(Dataset entries)

== == ==

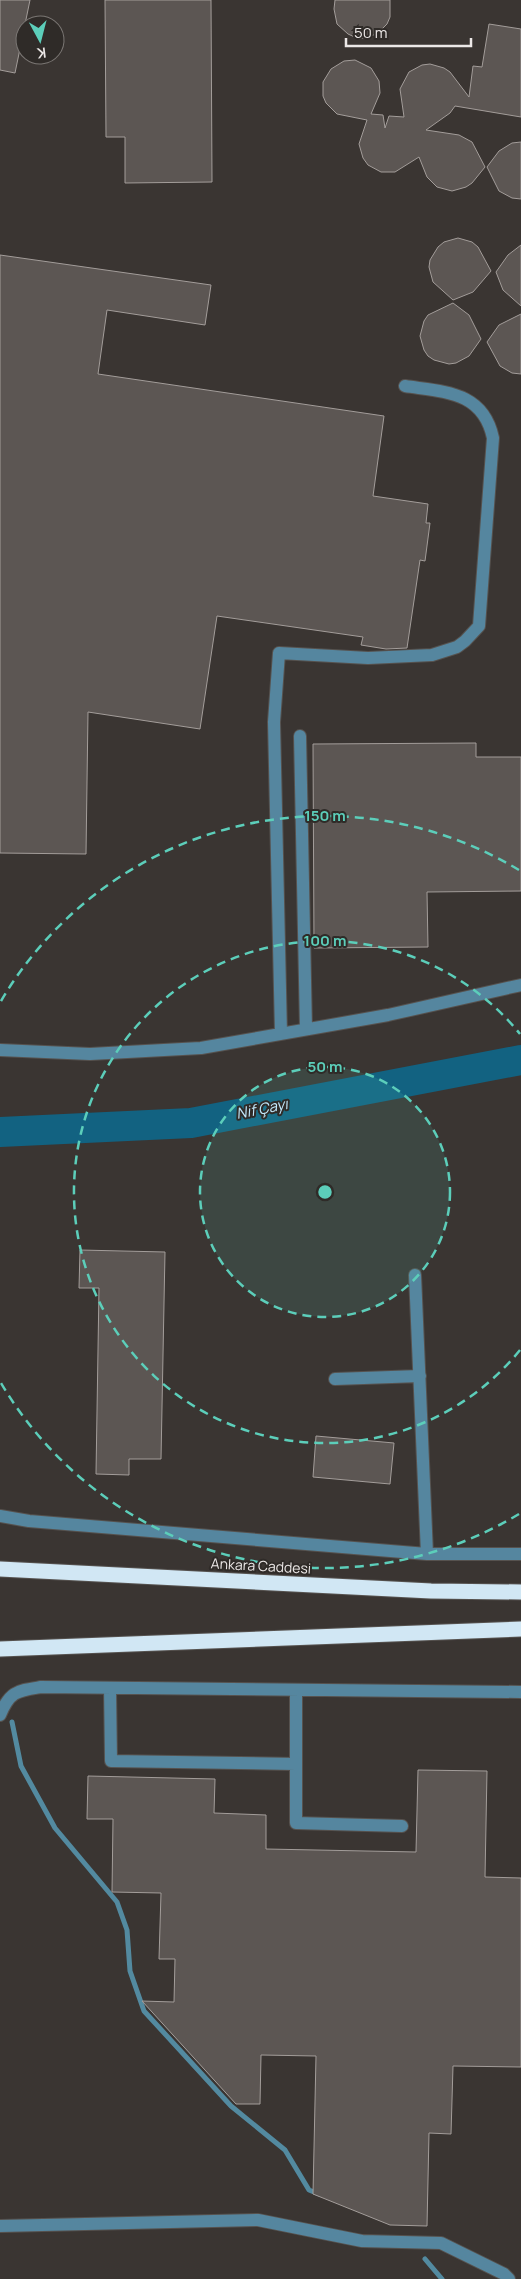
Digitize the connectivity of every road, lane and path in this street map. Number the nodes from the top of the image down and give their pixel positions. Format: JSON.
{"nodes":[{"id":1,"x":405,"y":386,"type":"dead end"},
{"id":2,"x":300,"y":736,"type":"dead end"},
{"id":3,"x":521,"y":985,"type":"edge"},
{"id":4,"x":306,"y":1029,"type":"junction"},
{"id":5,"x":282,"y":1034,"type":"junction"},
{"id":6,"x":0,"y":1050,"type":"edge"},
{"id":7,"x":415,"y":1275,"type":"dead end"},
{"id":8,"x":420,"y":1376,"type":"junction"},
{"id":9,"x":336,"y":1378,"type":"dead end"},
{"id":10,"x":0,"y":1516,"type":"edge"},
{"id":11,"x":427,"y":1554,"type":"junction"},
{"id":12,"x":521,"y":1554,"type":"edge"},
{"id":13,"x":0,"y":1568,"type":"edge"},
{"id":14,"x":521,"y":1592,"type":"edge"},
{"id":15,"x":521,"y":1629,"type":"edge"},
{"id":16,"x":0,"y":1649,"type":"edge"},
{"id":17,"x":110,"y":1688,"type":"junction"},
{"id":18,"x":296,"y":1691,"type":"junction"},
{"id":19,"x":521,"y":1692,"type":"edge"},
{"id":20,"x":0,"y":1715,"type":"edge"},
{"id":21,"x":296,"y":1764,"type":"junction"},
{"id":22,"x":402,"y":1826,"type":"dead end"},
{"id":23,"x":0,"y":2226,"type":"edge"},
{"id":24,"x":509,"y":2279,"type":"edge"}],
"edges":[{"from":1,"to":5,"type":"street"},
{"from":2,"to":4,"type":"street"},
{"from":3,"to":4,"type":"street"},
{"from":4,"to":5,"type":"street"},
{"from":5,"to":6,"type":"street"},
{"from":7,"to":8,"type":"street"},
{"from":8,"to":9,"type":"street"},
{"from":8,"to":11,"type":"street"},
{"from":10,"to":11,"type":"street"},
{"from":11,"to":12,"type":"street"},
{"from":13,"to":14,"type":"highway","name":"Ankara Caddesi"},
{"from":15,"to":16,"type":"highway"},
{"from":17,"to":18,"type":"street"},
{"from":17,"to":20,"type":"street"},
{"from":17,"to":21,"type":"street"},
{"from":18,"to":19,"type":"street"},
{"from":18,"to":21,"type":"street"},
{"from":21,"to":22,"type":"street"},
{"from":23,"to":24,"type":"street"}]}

== == ==

> _Prompt_:
Please report every line in the entries above that holds the string "dead".

> _Expected output_:
{"nodes":[{"id":1,"x":405,"y":386,"type":"dead end"},
{"id":2,"x":300,"y":736,"type":"dead end"},
{"id":7,"x":415,"y":1275,"type":"dead end"},
{"id":9,"x":336,"y":1378,"type":"dead end"},
{"id":22,"x":402,"y":1826,"type":"dead end"},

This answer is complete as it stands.